Jamaica has a very colourful and voluble MP, Everald Warmington. He thinks in a very different way to many and has little hesitation in sharing his thoughts. He has just proposed that registered voters who fail to exercise their franchise be required to pay approximately $705 (US$7) each, back the national Treasury. There are 1.7 million people on the voters’ list. Only 52 per cent of the electorate voted in the last general election, which ‘cost’ $1.2 billion. “If you have 48 per cent stay-home-and-don’t-vote, you need to establish a system where that 48 per cent pay back to the Consolidated Fund the amount that it costs.” Mr. Warmington does not entertain the idea that in a democratic society not voting is a legitimate option at elections. He feels that whatever the choices available people should vote. Some have said that ‘write in’ votes could deal with people’s dislike of the options for candidates; in other words, spoil the ballot, but turn out and vote, anyway. Mr.Warmington also does not see that persons like himself may be the reason some do not vote. He may not see the logic that says people may actually not approve of the government spending money on electoral systems ahead of spending money on say health and education or sanitation. Some people feel that ‘bad’ politicians should also look to pay back the nation. The parties are engaged as I write.

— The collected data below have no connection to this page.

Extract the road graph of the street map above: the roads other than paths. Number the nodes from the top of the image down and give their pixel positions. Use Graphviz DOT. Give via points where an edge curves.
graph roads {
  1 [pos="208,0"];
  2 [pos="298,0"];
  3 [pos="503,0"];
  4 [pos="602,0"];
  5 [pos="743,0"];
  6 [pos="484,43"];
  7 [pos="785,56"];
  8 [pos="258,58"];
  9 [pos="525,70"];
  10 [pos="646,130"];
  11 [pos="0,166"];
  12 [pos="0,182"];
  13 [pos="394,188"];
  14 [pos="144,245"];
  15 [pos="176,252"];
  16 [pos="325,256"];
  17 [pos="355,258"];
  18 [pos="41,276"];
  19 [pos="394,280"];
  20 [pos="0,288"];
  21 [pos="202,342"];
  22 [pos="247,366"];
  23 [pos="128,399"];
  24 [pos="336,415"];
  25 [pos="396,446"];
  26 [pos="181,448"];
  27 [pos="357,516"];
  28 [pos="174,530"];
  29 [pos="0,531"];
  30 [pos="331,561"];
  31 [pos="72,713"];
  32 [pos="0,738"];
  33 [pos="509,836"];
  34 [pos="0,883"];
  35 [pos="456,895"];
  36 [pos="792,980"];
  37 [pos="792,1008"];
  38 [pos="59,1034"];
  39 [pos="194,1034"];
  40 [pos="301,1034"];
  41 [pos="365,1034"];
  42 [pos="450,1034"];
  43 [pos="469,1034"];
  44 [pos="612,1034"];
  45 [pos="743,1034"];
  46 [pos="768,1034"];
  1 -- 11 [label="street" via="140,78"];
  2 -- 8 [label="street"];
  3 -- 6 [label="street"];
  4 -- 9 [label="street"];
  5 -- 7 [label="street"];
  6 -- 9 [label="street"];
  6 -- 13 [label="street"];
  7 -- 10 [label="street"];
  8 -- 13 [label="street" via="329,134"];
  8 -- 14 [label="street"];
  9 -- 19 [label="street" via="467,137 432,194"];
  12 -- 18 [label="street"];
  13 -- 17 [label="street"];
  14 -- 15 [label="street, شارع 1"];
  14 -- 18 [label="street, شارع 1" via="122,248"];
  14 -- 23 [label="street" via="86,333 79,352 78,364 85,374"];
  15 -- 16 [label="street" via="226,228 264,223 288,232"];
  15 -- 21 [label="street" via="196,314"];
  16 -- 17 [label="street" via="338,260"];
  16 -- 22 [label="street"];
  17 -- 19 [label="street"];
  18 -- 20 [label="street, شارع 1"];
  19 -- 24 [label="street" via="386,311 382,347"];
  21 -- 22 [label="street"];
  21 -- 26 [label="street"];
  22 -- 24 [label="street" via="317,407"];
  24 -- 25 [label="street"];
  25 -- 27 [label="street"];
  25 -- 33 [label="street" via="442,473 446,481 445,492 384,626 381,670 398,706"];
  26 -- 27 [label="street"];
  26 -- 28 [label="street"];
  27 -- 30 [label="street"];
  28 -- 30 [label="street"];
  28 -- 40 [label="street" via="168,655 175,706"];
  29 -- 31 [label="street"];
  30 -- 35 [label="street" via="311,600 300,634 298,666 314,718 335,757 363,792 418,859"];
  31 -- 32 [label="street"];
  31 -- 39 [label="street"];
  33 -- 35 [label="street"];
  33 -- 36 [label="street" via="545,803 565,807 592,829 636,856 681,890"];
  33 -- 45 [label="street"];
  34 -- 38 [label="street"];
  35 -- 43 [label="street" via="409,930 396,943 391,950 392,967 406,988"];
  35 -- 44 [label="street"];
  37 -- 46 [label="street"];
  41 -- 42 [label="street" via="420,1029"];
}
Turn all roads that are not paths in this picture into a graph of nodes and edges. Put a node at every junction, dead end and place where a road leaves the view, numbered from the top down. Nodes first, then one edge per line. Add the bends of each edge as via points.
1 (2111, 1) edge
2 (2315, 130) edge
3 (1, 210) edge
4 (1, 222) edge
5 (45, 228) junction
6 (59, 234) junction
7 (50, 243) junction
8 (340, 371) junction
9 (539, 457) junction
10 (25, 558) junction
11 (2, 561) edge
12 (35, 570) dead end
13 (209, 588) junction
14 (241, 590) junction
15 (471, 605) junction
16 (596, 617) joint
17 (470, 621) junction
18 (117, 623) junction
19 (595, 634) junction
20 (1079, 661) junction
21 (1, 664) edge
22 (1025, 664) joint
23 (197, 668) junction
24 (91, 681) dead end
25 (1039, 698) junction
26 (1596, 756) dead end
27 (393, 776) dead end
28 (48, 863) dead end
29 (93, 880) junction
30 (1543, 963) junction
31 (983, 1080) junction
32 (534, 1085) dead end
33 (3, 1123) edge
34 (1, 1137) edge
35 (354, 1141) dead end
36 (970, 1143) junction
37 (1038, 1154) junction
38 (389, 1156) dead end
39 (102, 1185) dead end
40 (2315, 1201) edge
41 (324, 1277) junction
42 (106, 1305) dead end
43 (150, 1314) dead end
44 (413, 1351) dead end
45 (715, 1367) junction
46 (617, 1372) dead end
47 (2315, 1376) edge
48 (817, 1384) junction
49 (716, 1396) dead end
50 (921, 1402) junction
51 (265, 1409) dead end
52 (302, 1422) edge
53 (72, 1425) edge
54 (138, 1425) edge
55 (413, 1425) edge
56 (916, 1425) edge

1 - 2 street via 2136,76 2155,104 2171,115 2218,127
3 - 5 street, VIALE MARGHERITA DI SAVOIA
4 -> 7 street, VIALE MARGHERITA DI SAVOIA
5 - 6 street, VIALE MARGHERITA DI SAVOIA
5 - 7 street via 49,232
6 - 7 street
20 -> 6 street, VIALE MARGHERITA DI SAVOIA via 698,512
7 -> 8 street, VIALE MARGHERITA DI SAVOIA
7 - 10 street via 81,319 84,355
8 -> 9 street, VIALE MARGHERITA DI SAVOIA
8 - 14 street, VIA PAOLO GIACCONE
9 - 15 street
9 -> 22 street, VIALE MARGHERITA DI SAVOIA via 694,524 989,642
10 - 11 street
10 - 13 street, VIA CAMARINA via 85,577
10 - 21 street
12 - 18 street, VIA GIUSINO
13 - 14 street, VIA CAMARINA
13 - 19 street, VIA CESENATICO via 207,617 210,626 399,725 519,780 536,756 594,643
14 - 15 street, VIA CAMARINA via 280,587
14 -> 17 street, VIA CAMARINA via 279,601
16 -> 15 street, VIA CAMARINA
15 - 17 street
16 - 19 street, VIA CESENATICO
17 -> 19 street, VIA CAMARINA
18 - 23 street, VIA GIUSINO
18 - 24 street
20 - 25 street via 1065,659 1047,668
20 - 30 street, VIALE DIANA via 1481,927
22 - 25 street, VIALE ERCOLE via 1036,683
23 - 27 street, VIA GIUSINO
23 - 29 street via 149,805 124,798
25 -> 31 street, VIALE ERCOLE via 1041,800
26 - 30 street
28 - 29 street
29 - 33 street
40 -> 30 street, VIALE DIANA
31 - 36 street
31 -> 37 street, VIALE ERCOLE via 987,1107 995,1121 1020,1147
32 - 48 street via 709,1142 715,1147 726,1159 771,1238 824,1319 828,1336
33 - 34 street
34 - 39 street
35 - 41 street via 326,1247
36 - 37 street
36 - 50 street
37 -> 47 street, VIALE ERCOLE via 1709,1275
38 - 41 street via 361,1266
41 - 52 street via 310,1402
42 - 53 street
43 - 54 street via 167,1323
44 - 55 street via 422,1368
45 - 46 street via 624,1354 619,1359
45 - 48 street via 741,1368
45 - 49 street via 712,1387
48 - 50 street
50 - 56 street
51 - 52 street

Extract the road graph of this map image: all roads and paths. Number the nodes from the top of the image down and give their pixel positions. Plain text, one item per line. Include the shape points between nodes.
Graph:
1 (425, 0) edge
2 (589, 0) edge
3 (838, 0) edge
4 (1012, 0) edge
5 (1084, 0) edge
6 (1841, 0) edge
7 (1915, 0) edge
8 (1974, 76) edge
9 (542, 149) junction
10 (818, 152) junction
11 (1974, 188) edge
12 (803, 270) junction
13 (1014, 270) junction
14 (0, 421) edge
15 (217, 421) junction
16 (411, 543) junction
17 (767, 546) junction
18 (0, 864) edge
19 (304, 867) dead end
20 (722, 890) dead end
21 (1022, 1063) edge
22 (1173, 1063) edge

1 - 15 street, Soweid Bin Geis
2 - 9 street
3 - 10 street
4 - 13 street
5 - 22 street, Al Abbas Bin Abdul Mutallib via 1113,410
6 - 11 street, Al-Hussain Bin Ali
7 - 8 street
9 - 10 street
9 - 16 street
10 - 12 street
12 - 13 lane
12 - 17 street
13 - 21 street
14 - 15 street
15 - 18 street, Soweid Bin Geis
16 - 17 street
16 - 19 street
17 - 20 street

My simple suggestion to Mr. Warmington would be a first step for Jamaica to change its voting system. Now, if one party gets 51% of the vote in every constituency it ends up with ALL of the seats, all of the representatives, even though the nation said there’s only a small margin more in favour of that party. The ‘winner takes all’ system is patently unfair and unrepresentative. Add to that, clear evidence that MPs are vindictive or favour their supporters rather than the opposition, and we have plenty to concern us. Maybe, we should move to proportional representation, where at least the balance of support is reflected. If we try something like that and the numbers who vote remain low, then we can think about what else is wrong. But, now, we have a broken system and also a set of candidates that clearly does not get much support from a large swathe of the nation. But, that’s just my crazy logic at work.
We have to accept that we do not all think alike. What we find odd in the way some think may not have much impact, if we feel that the views are limited. We have no way of really controlling how people process the world they experience and translate that into how they should react and live their lives. Those of us who have received well a lot of education may lament and hold our heads in our hands and wonder what to do with ‘these people’. We have to get on with them. We may be the ones who have gotten it wrong.